Which of the lines below mention the word "junctions"? Pull each one out.

Information given below:

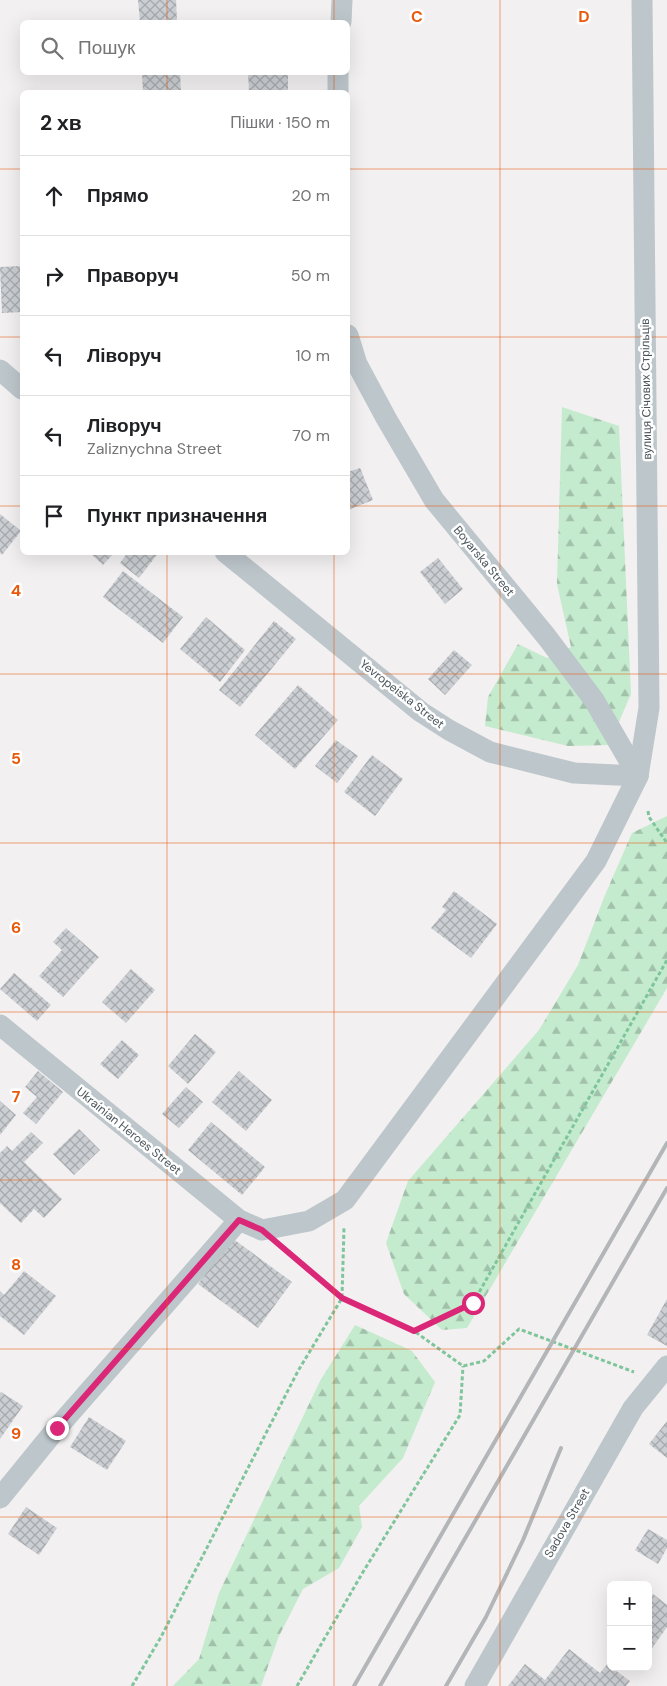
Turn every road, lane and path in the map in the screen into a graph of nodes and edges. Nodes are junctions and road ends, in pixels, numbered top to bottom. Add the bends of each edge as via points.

End of Information given.
Information given below:

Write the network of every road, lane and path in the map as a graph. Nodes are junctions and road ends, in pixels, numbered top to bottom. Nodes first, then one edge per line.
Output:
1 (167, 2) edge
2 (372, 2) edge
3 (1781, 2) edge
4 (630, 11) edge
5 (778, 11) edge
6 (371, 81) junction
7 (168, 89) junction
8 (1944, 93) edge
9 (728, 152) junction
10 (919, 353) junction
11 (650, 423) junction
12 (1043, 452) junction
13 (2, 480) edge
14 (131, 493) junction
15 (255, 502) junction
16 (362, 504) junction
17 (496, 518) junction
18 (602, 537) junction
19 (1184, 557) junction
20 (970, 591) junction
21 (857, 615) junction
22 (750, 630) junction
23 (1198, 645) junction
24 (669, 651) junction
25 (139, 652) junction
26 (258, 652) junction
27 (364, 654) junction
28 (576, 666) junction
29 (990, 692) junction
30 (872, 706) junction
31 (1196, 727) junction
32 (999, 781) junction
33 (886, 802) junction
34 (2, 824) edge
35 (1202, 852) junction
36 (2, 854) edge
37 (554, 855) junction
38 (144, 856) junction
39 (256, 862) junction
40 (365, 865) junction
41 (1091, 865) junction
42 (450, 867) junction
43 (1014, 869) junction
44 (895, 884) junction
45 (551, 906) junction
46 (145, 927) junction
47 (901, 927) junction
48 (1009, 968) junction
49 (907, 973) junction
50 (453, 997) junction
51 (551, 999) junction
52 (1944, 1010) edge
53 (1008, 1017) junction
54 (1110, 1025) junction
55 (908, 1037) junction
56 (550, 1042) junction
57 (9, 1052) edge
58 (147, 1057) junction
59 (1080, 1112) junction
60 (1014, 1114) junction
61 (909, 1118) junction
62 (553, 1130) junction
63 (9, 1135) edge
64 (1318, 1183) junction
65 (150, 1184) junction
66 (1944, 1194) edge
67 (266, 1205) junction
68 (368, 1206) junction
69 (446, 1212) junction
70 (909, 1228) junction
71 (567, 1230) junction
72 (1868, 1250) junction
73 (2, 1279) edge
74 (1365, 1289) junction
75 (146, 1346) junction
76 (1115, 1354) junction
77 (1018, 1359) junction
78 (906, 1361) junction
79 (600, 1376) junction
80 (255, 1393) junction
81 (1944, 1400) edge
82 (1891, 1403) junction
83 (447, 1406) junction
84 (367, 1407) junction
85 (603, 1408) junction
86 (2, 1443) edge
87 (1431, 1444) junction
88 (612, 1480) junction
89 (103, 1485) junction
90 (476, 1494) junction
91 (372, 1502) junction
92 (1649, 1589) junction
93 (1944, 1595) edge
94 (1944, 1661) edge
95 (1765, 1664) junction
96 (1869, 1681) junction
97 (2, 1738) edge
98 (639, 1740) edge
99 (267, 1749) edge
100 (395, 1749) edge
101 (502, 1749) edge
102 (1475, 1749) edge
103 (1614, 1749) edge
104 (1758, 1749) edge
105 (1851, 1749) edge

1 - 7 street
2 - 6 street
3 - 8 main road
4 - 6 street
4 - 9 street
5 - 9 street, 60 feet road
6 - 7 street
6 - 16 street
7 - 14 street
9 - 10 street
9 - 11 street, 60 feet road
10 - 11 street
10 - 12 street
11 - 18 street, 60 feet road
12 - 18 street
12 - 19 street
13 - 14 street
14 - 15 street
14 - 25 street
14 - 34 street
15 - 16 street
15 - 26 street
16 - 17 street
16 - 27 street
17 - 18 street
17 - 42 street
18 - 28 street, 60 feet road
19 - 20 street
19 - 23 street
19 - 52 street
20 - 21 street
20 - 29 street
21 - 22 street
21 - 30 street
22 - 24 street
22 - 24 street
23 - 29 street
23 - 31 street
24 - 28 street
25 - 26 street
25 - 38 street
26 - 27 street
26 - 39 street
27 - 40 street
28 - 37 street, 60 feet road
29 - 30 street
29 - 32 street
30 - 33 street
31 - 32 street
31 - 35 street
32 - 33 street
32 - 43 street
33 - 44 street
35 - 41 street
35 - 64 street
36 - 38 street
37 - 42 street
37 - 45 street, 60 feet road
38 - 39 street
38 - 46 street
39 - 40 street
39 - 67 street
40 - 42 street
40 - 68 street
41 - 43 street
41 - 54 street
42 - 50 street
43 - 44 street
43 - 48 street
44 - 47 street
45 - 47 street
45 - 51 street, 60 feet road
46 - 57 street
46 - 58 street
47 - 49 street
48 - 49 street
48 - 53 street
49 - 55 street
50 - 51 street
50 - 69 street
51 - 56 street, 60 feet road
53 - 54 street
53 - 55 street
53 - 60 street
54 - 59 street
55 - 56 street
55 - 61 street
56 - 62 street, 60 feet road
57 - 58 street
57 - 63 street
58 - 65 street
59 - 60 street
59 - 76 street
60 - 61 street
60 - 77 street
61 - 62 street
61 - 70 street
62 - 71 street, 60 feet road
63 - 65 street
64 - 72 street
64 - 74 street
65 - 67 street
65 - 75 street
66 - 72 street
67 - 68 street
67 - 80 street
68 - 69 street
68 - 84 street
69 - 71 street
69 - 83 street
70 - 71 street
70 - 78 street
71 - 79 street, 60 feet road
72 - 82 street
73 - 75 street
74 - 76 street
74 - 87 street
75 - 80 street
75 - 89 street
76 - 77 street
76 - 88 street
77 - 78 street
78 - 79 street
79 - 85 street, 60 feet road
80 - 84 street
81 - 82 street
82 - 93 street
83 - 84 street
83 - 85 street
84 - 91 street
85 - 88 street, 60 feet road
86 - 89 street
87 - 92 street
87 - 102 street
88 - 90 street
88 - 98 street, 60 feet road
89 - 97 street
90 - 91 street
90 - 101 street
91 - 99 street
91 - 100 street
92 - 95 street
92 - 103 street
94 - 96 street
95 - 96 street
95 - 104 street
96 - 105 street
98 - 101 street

End of Information given.
Information given below:

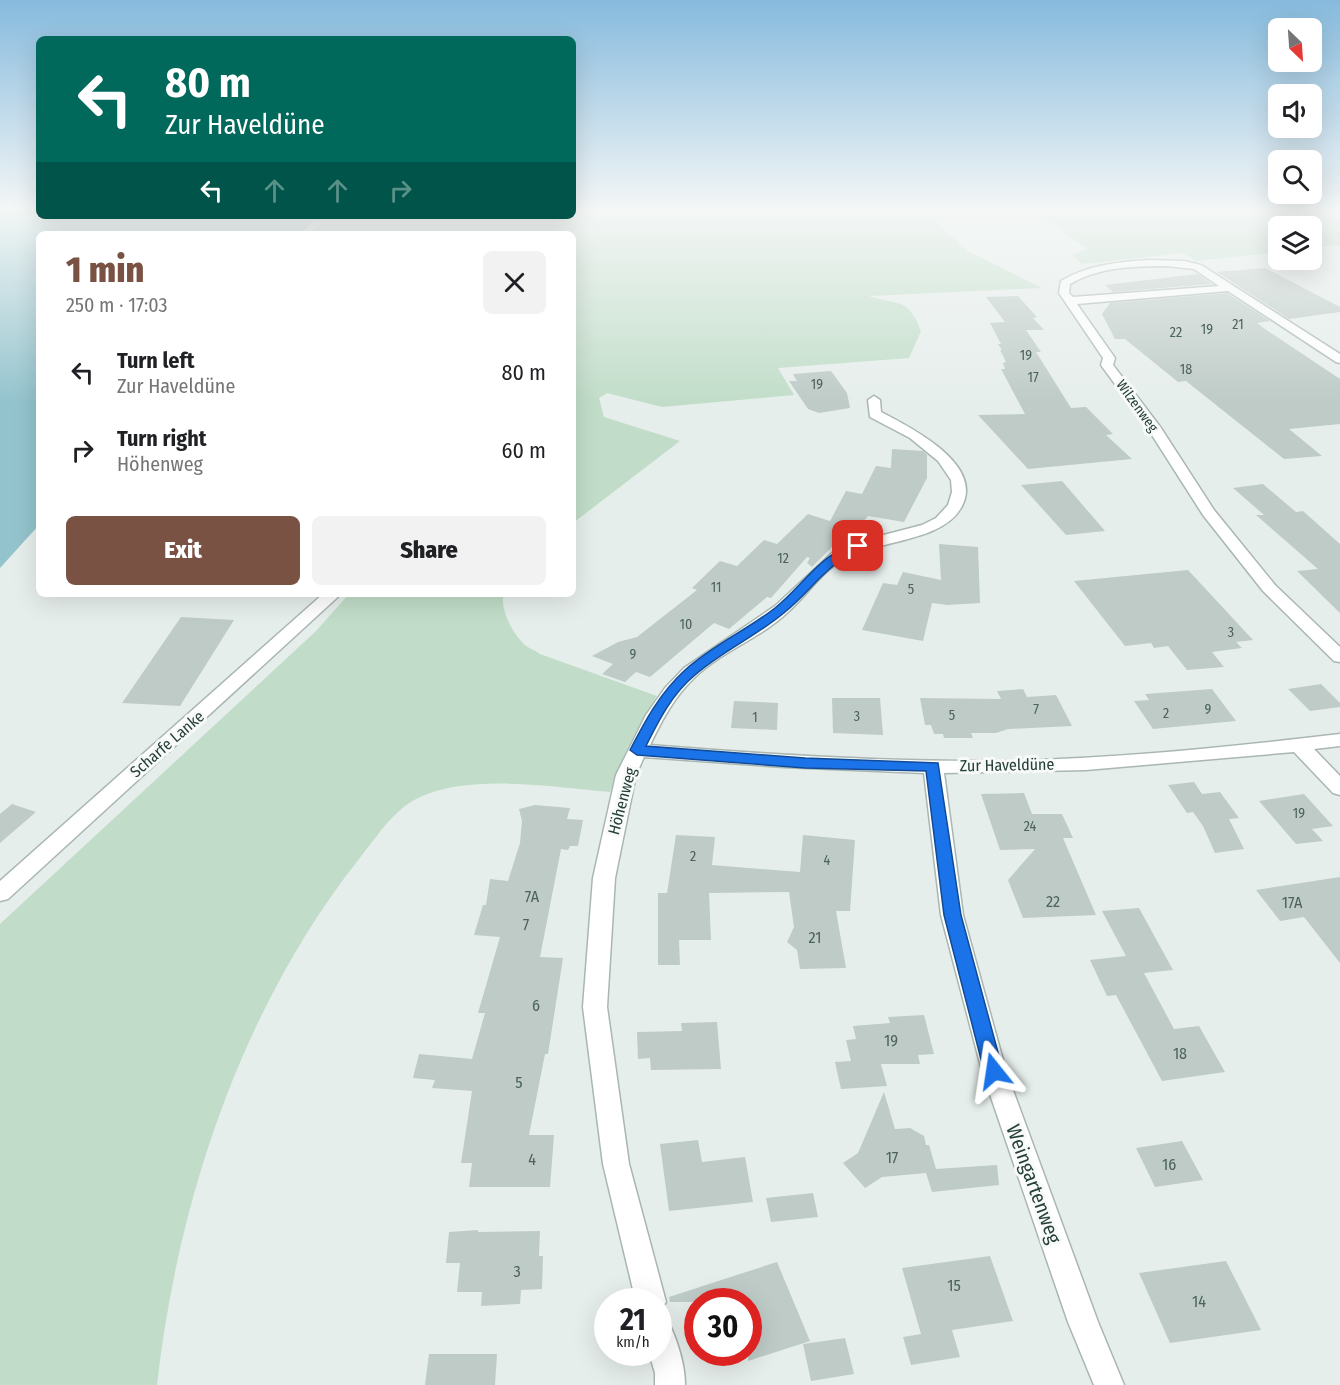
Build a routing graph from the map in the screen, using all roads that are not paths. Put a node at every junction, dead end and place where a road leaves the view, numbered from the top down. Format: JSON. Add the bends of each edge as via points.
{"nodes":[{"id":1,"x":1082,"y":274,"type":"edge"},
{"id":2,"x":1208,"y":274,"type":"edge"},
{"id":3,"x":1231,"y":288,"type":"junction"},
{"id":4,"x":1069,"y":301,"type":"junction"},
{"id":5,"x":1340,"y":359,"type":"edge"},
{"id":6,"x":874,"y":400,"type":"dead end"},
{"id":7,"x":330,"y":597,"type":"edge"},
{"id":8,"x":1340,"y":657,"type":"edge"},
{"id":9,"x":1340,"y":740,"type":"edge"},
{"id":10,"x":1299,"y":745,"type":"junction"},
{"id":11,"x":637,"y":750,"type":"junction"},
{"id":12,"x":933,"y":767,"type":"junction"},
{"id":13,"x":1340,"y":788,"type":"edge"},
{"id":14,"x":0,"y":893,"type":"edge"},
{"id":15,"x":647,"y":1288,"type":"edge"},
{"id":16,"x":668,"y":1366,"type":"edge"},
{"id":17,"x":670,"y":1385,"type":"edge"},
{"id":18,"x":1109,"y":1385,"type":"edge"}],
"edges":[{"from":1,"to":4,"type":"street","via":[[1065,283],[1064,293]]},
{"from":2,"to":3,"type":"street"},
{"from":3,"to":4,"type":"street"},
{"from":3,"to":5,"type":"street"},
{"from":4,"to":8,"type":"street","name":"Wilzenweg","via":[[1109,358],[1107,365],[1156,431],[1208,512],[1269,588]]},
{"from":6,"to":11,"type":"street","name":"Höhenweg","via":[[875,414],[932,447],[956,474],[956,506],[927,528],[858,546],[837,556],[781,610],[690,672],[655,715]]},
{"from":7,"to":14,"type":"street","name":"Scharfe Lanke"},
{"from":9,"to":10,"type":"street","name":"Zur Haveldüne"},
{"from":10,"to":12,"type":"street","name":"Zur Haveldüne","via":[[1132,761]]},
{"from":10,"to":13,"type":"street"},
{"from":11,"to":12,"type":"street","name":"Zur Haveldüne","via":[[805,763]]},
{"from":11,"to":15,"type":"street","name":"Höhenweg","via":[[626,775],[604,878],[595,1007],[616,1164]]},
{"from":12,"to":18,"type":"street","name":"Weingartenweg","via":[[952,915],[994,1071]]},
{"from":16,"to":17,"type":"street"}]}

End of Information given.

• Result of this task:
Turn every road, lane and path in the map in the screen into a graph of nodes and edges. Nodes are junctions and road ends, in pixels, numbered top to bottom. Add the bends of each edge as via points.
Write the network of every road, lane and path in the map as a graph. Nodes are junctions and road ends, in pixels, numbered top to bottom. Nodes first, then one edge per line.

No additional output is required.